President Obama made the case for going into Libya to prevent the ‘genocide’ of innocents.  Christians are being massacred in record numbers in the Middle EastDarfur is still happening, even though we’ve turned our eyes away. And ethnic minorities are being systematically targeted all over Africa, including the Ivory Coast where a corrupt former president refuses to give up the reins of power.

The word is strong, brutal, and conjures up mass graves and severed limbs.

That’s probably why pro-choice groups are outraged when it’s used to describe abortion. 

Last month, Arizona outlawed race-based abortions.  A pro-life organization from Texas has erected billboards throughout the country specifically targeting the black community.  And a number of black leaders have echoed the view that the high rate of abortion in depressed (and usually minority) communities has been a de facto genocide of that demographic.

Not surprisingly, pro-choicers are outraged at any attempt to link a ‘woman’s right to choose’ with the deliberate annihilation of a race, gender or ethnicity, which is the common definition of genocide.  (That’s why they’re also conspicuously silent about sex-selective abortions.)  They bristle at the notion that black women are victims, and resent what the Chicago Abortion Fund calls a “despicable and deplorable” campaign against women of color.

They’re especially incensed by a billboard in the windy city which shows a picture of President Obama next to the words “Every 21 minutes, our next possible leader is aborted.”

Message received.  Loud and clear.

This is the First Amendment at work.  The words may be offensive, but they’re protected, just like the billboard in New York that depicted a beautiful little black girl with the words “The most dangerous place for African Americans is in the womb.”

But just because they’re protected, does that mean we in the pro-life movement should use them?  I say yes-unequivocally- because the sanitization of the abortion controversy has lasted for almost forty years, and perhaps it’s time to stop dancing around the facts. 

Abortion is tragically common among young black women.  Judging from figures issues by the Guttmacher Institute, well over ten (10) million black babies were aborted between 1973 and 2005.  And as we have seen in Philadelphia, there is very little oversight when it comes to clinics that exist in certain, shall we say, less visible communities?  It’s hard to imagine that Kermit Gosnell would have been able to get away with his house of horrors in Bryn Mawr or Gladwyne. 

 

So while it may be distasteful to bring race into the abortion debate, it’s just as distasteful to pretend that it doesn’t play a role.  The pro-choice movement is most visibly headed by middle-aged white women like Kim Gandy and Kate Michelman, people who’ve consistently tried to claim some sort of solidarity with their sisters of color.
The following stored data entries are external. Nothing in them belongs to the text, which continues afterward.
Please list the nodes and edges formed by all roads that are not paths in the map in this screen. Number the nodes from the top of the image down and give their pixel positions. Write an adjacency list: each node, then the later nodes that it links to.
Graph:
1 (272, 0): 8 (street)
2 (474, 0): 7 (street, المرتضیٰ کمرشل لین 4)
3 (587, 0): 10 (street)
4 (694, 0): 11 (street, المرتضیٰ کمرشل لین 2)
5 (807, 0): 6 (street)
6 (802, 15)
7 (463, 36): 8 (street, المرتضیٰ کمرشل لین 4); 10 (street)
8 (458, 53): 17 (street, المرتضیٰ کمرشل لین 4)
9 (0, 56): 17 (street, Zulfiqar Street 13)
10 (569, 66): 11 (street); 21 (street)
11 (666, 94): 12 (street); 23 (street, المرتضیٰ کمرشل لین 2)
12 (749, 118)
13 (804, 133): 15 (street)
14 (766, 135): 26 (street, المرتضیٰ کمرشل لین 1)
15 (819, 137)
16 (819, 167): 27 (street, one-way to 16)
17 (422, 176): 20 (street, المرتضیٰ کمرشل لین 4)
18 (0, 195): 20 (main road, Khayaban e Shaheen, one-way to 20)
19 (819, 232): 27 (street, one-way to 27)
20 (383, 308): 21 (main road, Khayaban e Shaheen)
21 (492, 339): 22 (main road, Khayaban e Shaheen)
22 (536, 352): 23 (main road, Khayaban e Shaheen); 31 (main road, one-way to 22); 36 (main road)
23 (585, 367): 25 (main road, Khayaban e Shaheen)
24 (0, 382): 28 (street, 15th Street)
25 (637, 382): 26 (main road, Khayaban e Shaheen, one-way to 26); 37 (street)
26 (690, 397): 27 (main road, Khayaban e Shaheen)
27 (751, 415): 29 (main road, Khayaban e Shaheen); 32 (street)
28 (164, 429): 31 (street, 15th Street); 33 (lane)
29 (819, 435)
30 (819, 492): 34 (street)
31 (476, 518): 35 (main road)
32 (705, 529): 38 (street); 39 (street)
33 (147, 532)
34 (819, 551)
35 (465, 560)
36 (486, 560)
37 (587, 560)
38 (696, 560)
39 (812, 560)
But one sister of color they weren’t able to connect with was Dr. Alveda King, MLK’s niece and a lifelong opponent of abortion.  Dr. King has been extremely vocal in her position that abortion is as damaging to the black community as racism, creating controversy with comments like:

"Abortion and racism are both symptoms of a fundamental human error…The error is thinking that when someone stands in the way of our wants, we can justify getting that person out of our lives. Abortion and racism stem from the same poisonous root, selfishness.”

You can imagine that Alveda King is not going to be a keynote speaker at the next NOW conference, even though she is a strong and independent role model for women of all colors and philosophies.

And that’s the point.  In trying disassociate the politics of race from the politics of abortion, we are deliberately ignoring an important fact:  classifying human life based on its empiric-as opposed to intrinsic and universal value-creates a society that accepted slavery and allowed Jim Crow to flourish.

Some people have a hard time making that connection, believing that it’s stretching the principle of human dignity too far.  They can’t deny that the massacre of Tutsis in Rwanda is genocide.  They are compelled to admit-even though the Turkish government won’t-that the systematic extermination of Armenians was genocide.  They recognize without a moment’s hesitation that the destruction of 6 million Jews under the Third Reich was genocide.

But they refuse to accept that legalized abortion, even if unintended, has depleted the ranks of African Americans in a disturbingly similar manner. 

Billboards might lie.  Statistics don’t.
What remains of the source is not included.